Tone is so important when addressing defensiveness in employees. When you use “I” language, you’re less likely to stoke more feelings of defensiveness. Utilizing positive language and providing concrete examples to your employee will keep the conversation focused and productive.
- Get Their Side
Everyone wants to be recognized and acknowledged. Start off by asking about the employee’s side of the story. Recognize their current state of being and address that if it’s a factor in the conversation. This technique will show your employee you’re interested in hearing them out, value their opinion, and naturally lower their defensive guard.
- Improvement Plan
Brainstorming ways to combat employee defensiveness in the future works for everyone. Kent State University outlines a model for providing feedback to employees that is aimed to get them to think of and assess their own behavior first, then evaluate how to remedy what needs improvement.
This plan includes:
Question to Employee: What went well?
Question to Employee: What can be improved?
Statement from Supervisor: This is what went well.
Statement from Supervisor: This is what can be improved.
Question to Employee: What will you do differently next time?
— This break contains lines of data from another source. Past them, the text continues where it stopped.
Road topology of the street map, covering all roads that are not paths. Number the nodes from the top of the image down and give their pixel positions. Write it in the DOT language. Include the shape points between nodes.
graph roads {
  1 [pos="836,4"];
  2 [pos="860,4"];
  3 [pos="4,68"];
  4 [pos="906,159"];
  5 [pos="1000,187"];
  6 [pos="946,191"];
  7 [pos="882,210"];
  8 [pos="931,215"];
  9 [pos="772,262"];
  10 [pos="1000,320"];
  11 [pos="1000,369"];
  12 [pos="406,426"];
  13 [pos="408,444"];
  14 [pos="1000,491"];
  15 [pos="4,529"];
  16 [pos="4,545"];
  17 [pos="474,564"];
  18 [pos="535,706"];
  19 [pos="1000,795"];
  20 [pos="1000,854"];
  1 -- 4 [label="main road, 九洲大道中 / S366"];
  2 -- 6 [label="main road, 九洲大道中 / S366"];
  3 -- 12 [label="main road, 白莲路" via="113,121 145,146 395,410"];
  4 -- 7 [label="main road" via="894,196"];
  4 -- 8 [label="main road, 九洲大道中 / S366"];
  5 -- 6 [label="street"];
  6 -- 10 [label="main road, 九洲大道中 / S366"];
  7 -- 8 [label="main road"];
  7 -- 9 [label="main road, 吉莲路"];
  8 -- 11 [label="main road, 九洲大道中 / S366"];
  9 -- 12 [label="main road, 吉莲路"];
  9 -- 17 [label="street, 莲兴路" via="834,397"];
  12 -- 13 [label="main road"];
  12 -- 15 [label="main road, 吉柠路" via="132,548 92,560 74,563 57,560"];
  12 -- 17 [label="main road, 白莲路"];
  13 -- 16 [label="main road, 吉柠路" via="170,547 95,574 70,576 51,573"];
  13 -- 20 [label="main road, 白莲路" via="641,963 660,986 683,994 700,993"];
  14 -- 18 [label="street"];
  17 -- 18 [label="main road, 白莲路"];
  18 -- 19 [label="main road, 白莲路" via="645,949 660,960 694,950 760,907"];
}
How Can You Prevent Blame and Defensiveness in the Hiring Process?
- Assessment Testing
You knew this was coming! The best way to identify attitude issues early on in the hiring process is through the use of behavioral assessment testing that targets various attitude issues such as blame, dishonesty, and supportiveness. These predictive behavioral tests ask candidates about their opinions and attitudes toward situations that reveal traits such as agreeableness, supportiveness, ability to work on a team as a team player, and if your candidate has a “can do” attitude.
- Behavioral Interviewing
Sometimes, you can pick up the subtle clues that warn of potential attitude issues in an interview. Most times, candidates are on their best behavior. No candidate who wants a job is going to admit to being dishonest or unsupportive, so you have to dig deeper into a candidate’s response by asking pointed interview questions with good follow-up and clarifying questions. If you know how to spot the subtle signs of attitude red flags, you’ll definitely want to continue exploring those further before hiring.
- Reference Checks
Past supervisors and managers can provide a lot of insight into what it was like working with a candidate. They’ll have insights about the candidate’s attitude and competency and can speak to any potential issues or concerns, though this might take some creative question-asking to get out of them!
Combatting blame and defensiveness is possible. If you’re dealing with employees who exhibit these characteristics, worry not! There are several ways to overcome them. Better yet, plan ahead and work to identify them early on in your hiring and recruiting process to avoid the challenges they can bring to the workplace.